Dataset entries:
┄┄┄┄┄┄┄┄┄┄┄┄┄┄┄┄┄┄┄┄
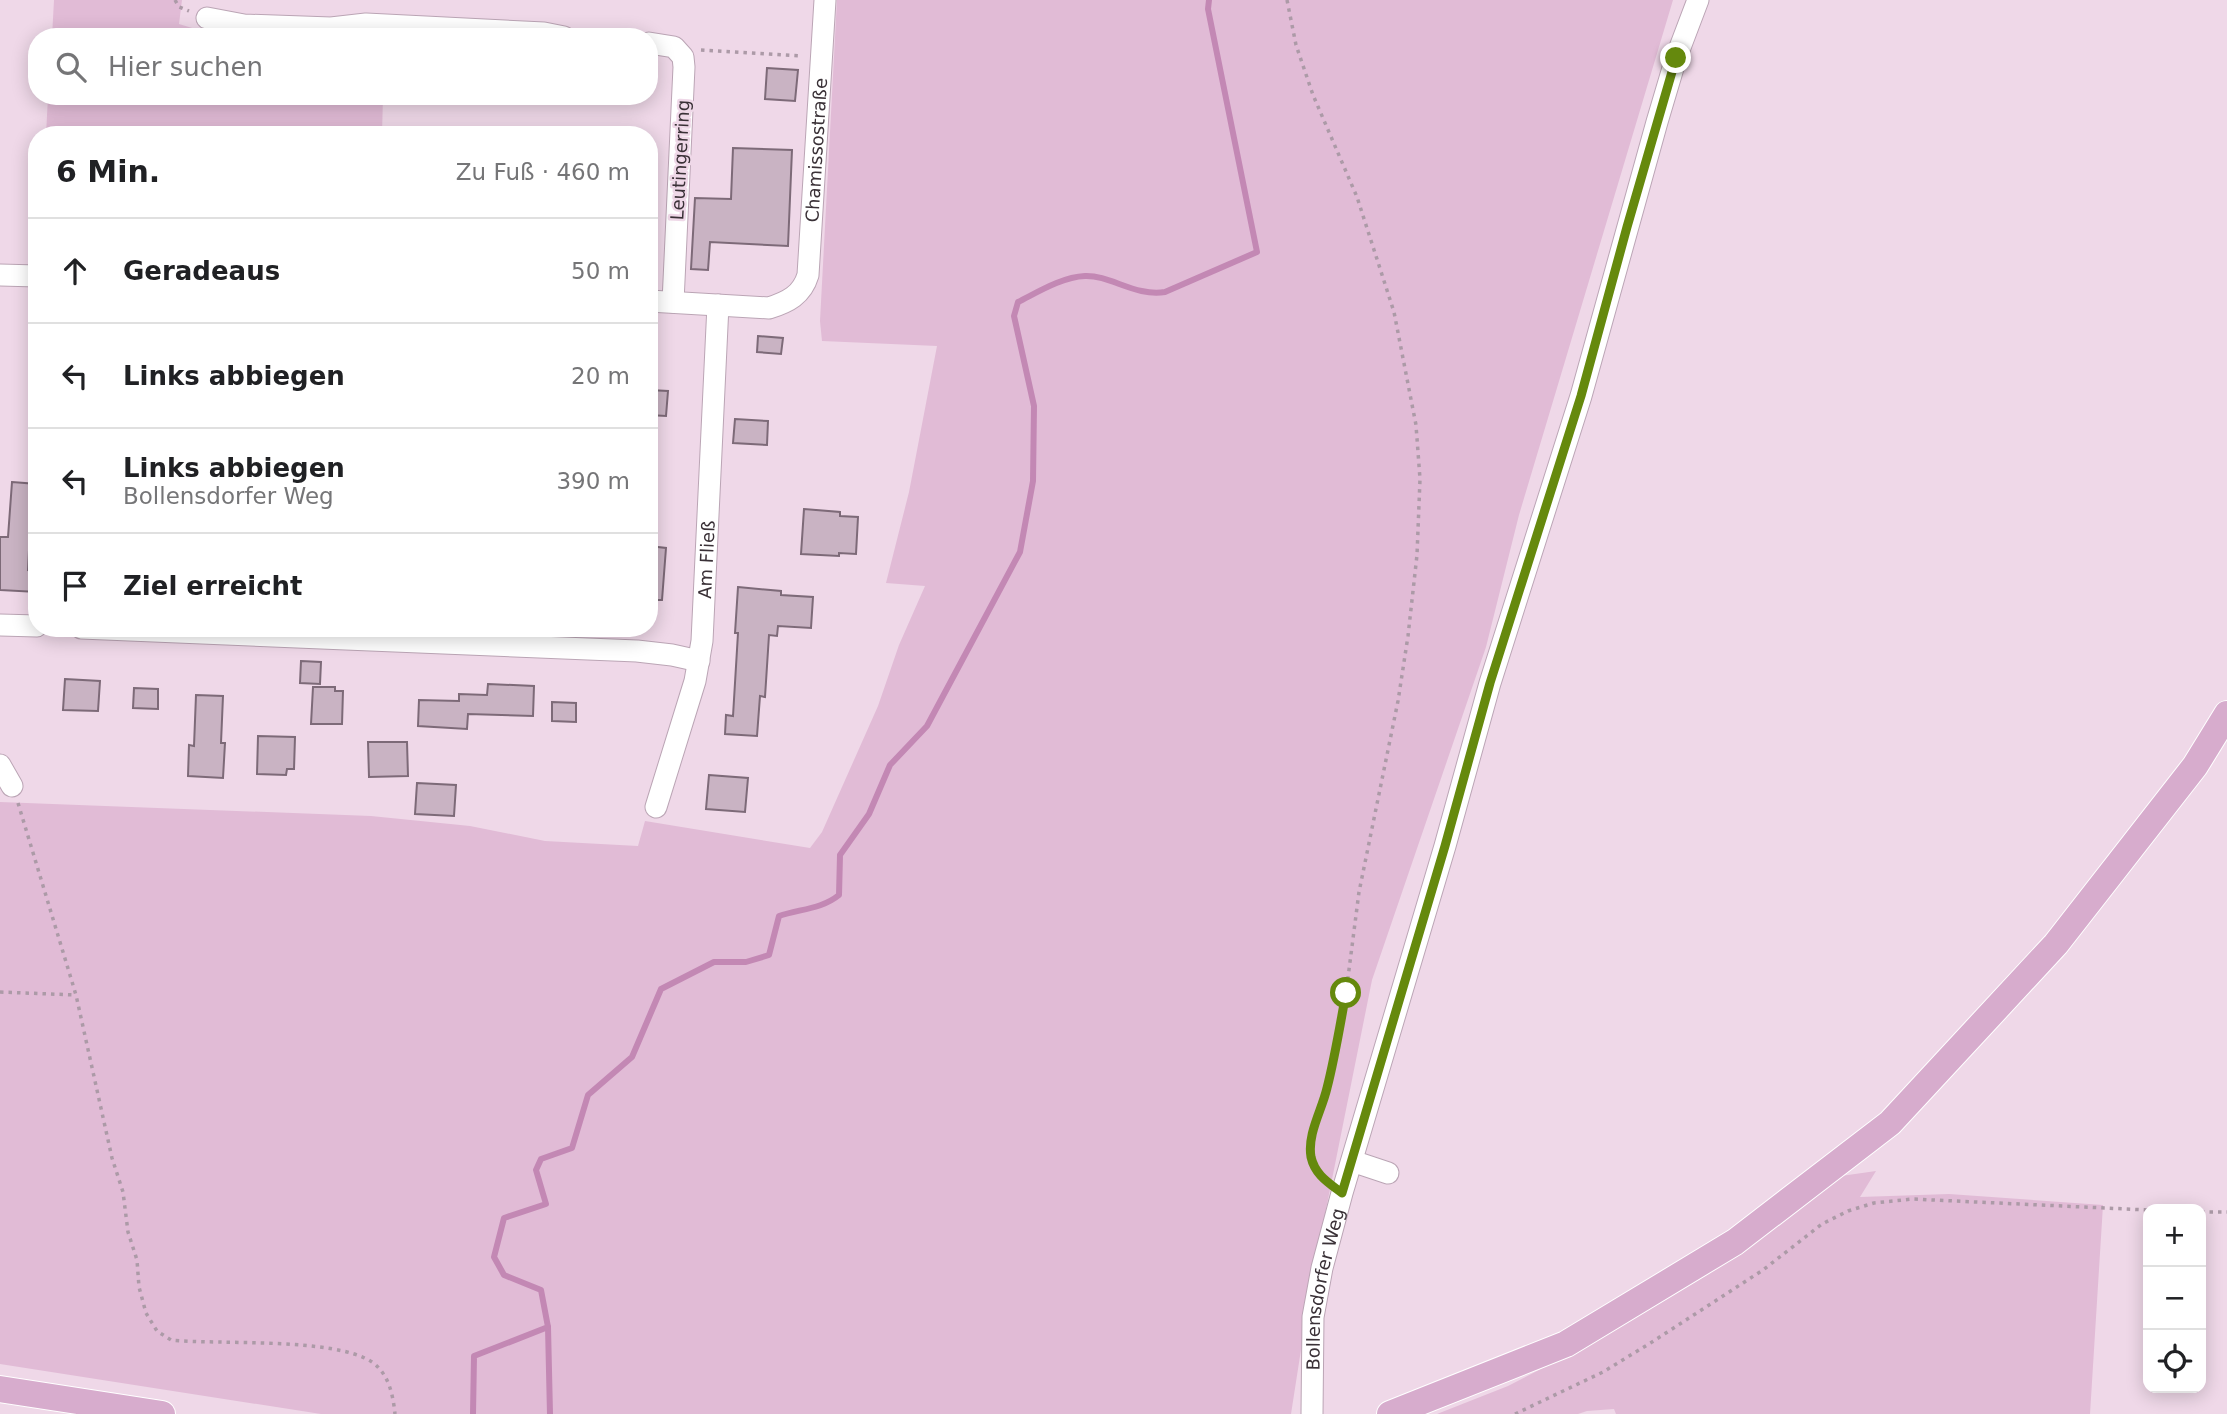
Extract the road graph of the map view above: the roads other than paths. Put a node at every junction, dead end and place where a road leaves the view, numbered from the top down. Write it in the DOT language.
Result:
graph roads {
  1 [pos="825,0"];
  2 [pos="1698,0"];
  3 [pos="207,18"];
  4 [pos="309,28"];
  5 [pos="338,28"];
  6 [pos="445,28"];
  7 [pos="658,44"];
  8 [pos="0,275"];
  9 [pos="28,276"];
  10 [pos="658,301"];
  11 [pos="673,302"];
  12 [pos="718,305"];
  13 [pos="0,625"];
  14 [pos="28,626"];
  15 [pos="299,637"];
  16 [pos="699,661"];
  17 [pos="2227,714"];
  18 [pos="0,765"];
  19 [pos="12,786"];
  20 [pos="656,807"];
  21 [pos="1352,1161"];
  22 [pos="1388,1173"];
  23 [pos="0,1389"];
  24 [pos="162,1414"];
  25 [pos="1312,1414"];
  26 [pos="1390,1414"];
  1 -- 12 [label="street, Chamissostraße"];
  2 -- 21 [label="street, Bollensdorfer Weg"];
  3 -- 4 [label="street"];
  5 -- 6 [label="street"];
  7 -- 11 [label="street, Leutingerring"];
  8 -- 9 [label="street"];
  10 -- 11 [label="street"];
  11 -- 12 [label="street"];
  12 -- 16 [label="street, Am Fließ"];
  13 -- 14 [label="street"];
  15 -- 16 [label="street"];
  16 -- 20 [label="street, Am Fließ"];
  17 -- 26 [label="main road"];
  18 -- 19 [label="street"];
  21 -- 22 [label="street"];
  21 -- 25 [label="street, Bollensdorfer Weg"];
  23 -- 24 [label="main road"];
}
┄┄┄┄┄┄┄┄┄┄┄┄┄┄┄┄┄┄┄┄
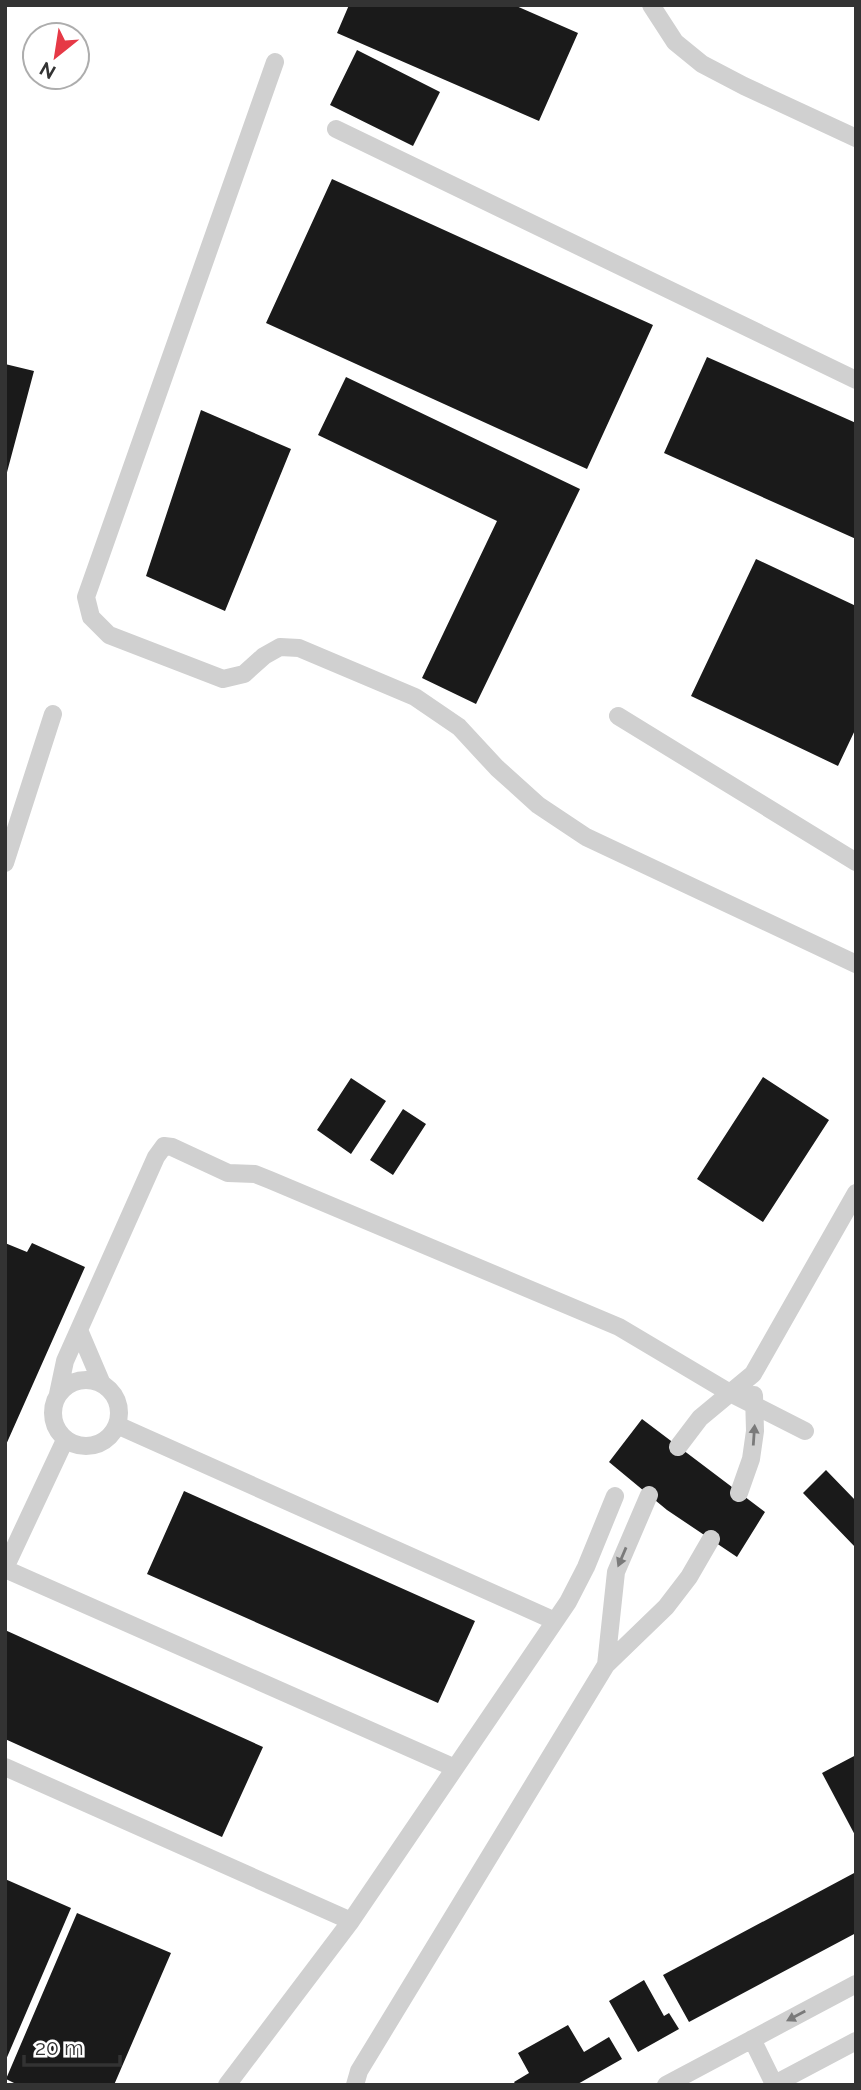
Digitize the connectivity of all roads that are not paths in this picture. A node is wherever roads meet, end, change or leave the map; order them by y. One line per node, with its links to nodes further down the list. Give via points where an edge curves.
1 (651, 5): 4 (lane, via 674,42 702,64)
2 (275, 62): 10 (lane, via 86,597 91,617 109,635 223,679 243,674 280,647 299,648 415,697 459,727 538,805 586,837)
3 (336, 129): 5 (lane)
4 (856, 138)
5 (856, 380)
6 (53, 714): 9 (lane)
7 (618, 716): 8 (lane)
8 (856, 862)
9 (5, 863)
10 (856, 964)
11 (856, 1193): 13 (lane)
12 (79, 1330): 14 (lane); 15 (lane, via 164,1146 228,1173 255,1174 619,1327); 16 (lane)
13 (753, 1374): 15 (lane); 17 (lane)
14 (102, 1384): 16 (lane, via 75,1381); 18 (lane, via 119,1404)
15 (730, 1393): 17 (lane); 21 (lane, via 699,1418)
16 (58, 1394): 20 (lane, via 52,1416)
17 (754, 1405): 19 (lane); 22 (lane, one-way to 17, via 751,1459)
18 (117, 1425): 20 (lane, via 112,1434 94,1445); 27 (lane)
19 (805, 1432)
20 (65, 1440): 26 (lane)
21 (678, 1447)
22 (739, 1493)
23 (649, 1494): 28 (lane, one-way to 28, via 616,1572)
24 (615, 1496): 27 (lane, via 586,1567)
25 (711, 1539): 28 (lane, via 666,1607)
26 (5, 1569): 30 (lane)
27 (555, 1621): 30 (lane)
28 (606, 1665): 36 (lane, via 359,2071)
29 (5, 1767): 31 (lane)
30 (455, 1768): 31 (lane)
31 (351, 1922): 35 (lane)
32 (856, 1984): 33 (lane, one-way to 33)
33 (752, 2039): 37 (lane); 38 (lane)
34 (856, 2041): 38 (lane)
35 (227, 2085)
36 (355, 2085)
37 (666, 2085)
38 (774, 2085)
┄┄┄┄┄┄┄┄┄┄┄┄┄┄┄┄┄┄┄┄
Directions:
Each line of the data that holds the word "roads" should be copied.

Response to the task:
Extract the road graph of the map view above: the roads other than paths. Put a node at every junction, dead end and place where a road leaves the view, numbered from the top down. Write it in the DOT language.
graph roads {
Digitize the connectivity of all roads that are not paths in this picture. A node is wherever roads meet, end, change or leave the map; order them by y. One line per node, with its links to nodes further down the list. Give via points where an edge curves.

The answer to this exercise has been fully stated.